→ **Extracted entries**
>>>

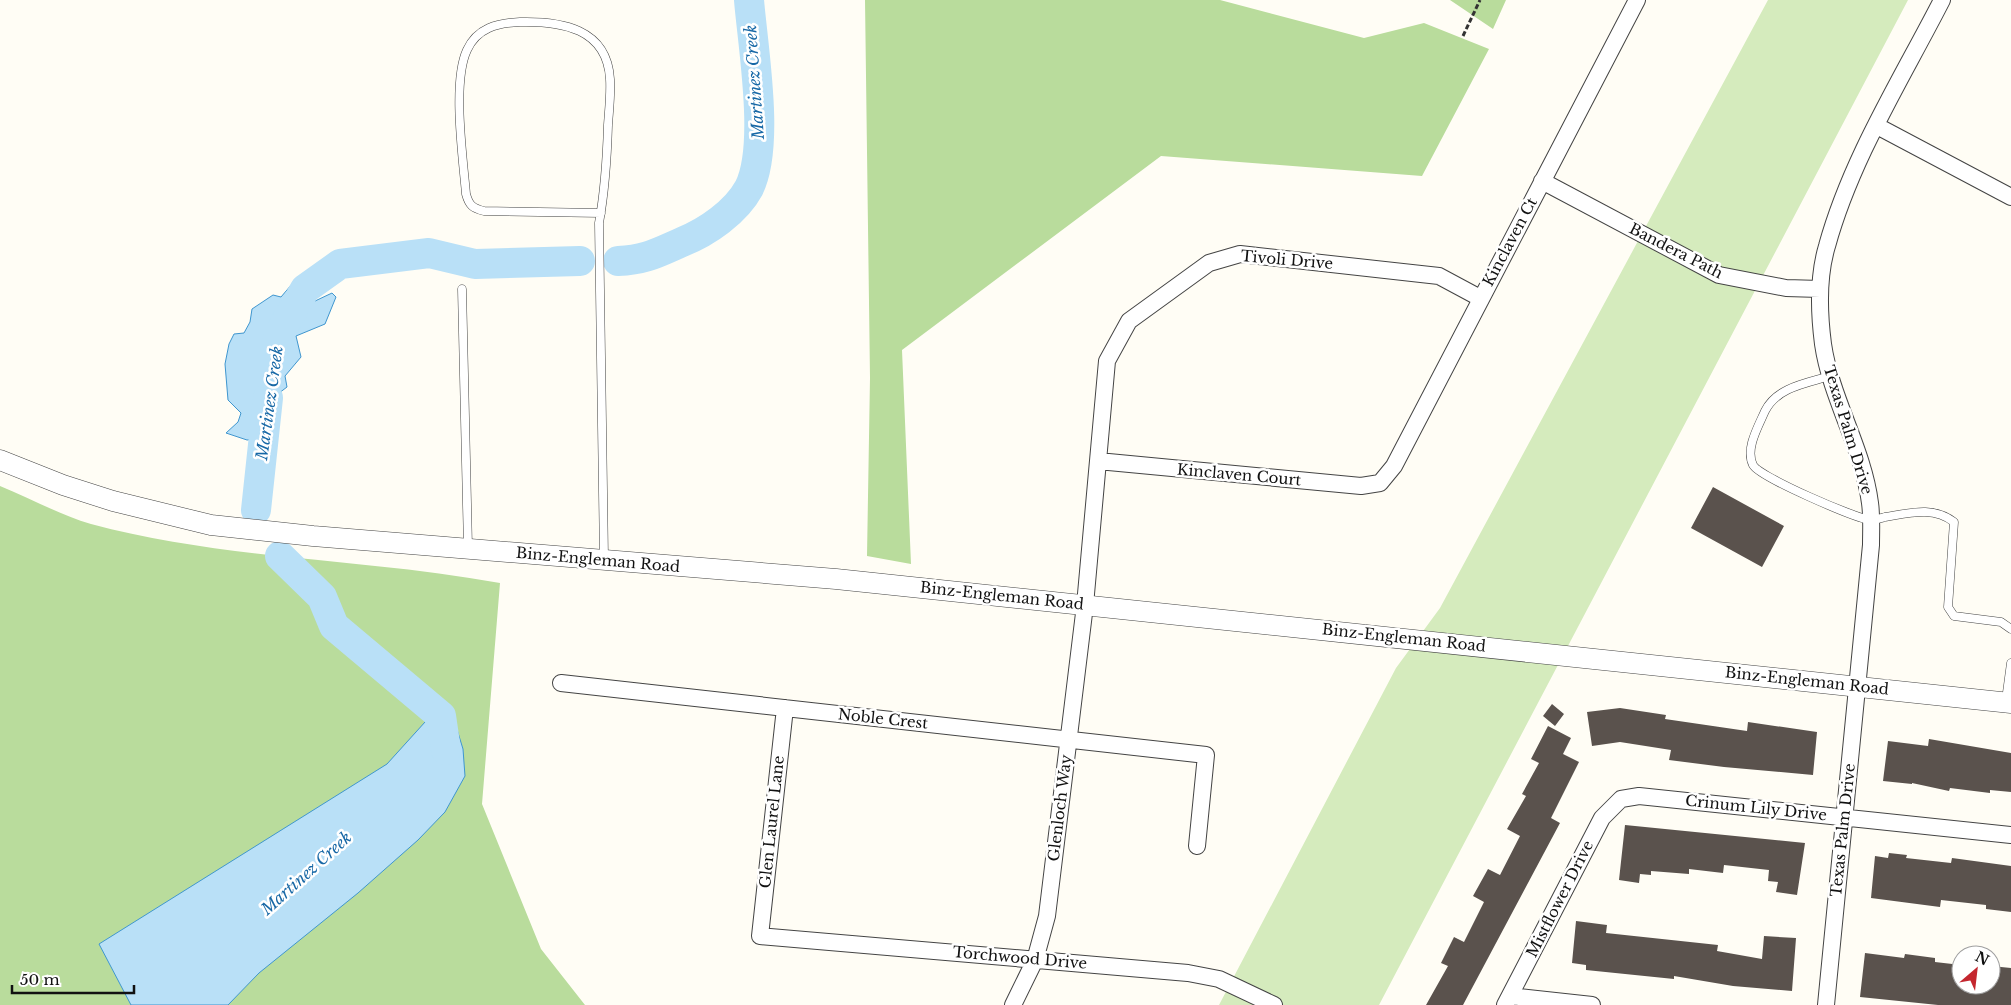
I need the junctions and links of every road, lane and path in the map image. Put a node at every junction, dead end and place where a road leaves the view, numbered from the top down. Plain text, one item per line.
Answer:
1 (1480, 0) edge
2 (1637, 0) edge
3 (1942, 0) edge
4 (1463, 36) dead end
5 (1877, 126) junction
6 (1542, 181) junction
7 (2011, 197) edge
8 (601, 213) junction
9 (462, 289) dead end
10 (1820, 289) junction
11 (1480, 298) junction
12 (1830, 376) junction
13 (0, 460) edge
14 (1098, 461) junction
15 (1380, 483) joint
16 (1870, 520) junction
17 (468, 549) junction
18 (604, 560) junction
19 (1085, 605) junction
20 (2011, 630) edge
21 (2011, 663) edge
22 (561, 683) dead end
23 (1856, 686) junction
24 (2008, 703) edge
25 (785, 708) junction
26 (1068, 739) junction
27 (1621, 799) joint
28 (1845, 817) junction
29 (2011, 834) edge
30 (1197, 846) dead end
31 (760, 936) joint
32 (1035, 960) junction
33 (1508, 1000) edge
34 (1013, 1005) edge
35 (1274, 1005) edge
36 (1592, 1005) edge
37 (1826, 1005) edge

1 - 4 path
2 - 6 street, Kinclaven Ct
3 - 5 street, Texas Palm Drive
5 - 7 street
5 - 10 street, Texas Palm Drive
6 - 10 street, Bandera Path
6 - 11 street, Kinclaven Ct
8 - 8 lane
8 - 18 lane
9 - 17 lane
10 - 12 street, Texas Palm Drive
11 - 14 street, Tivoli Drive
11 - 15 street, Kinclaven Ct
12 - 16 street, Texas Palm Drive
12 - 16 lane
13 - 17 street, Binz-Engleman Road
14 - 15 street, Kinclaven Court
14 - 19 street, Tivoli Drive
16 - 20 lane
16 - 23 street, Texas Palm Drive
17 - 18 street, Binz-Engleman Road
18 - 19 street, Binz-Engleman Road
19 - 23 street, Binz-Engleman Road
19 - 26 street, Glenloch Way
21 - 24 lane
22 - 25 street, Noble Crest
23 - 24 street, Binz-Engleman Road
23 - 28 street, Texas Palm Drive
25 - 26 street, Noble Crest
25 - 31 street, Glen Laurel Lane
26 - 30 street, Noble Crest
26 - 32 street, Glenloch Way
27 - 28 street, Crinum Lily Drive
27 - 33 street, Mistflower Drive
28 - 29 street, Crinum Lily Drive
28 - 37 street, Texas Palm Drive
31 - 32 street, Torchwood Drive
32 - 34 street, Glenloch Way
32 - 35 street, Torchwood Drive
33 - 36 street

<<<

→ **About this task**
Reproduce the whole listing above word for word, but not its pictures.

→ **Exercise response**
I need the junctions and links of every road, lane and path in the map image. Put a node at every junction, dead end and place where a road leaves the view, numbered from the top down. Plain text, one item per line.
Answer:
1 (1480, 0) edge
2 (1637, 0) edge
3 (1942, 0) edge
4 (1463, 36) dead end
5 (1877, 126) junction
6 (1542, 181) junction
7 (2011, 197) edge
8 (601, 213) junction
9 (462, 289) dead end
10 (1820, 289) junction
11 (1480, 298) junction
12 (1830, 376) junction
13 (0, 460) edge
14 (1098, 461) junction
15 (1380, 483) joint
16 (1870, 520) junction
17 (468, 549) junction
18 (604, 560) junction
19 (1085, 605) junction
20 (2011, 630) edge
21 (2011, 663) edge
22 (561, 683) dead end
23 (1856, 686) junction
24 (2008, 703) edge
25 (785, 708) junction
26 (1068, 739) junction
27 (1621, 799) joint
28 (1845, 817) junction
29 (2011, 834) edge
30 (1197, 846) dead end
31 (760, 936) joint
32 (1035, 960) junction
33 (1508, 1000) edge
34 (1013, 1005) edge
35 (1274, 1005) edge
36 (1592, 1005) edge
37 (1826, 1005) edge

1 - 4 path
2 - 6 street, Kinclaven Ct
3 - 5 street, Texas Palm Drive
5 - 7 street
5 - 10 street, Texas Palm Drive
6 - 10 street, Bandera Path
6 - 11 street, Kinclaven Ct
8 - 8 lane
8 - 18 lane
9 - 17 lane
10 - 12 street, Texas Palm Drive
11 - 14 street, Tivoli Drive
11 - 15 street, Kinclaven Ct
12 - 16 street, Texas Palm Drive
12 - 16 lane
13 - 17 street, Binz-Engleman Road
14 - 15 street, Kinclaven Court
14 - 19 street, Tivoli Drive
16 - 20 lane
16 - 23 street, Texas Palm Drive
17 - 18 street, Binz-Engleman Road
18 - 19 street, Binz-Engleman Road
19 - 23 street, Binz-Engleman Road
19 - 26 street, Glenloch Way
21 - 24 lane
22 - 25 street, Noble Crest
23 - 24 street, Binz-Engleman Road
23 - 28 street, Texas Palm Drive
25 - 26 street, Noble Crest
25 - 31 street, Glen Laurel Lane
26 - 30 street, Noble Crest
26 - 32 street, Glenloch Way
27 - 28 street, Crinum Lily Drive
27 - 33 street, Mistflower Drive
28 - 29 street, Crinum Lily Drive
28 - 37 street, Texas Palm Drive
31 - 32 street, Torchwood Drive
32 - 34 street, Glenloch Way
32 - 35 street, Torchwood Drive
33 - 36 street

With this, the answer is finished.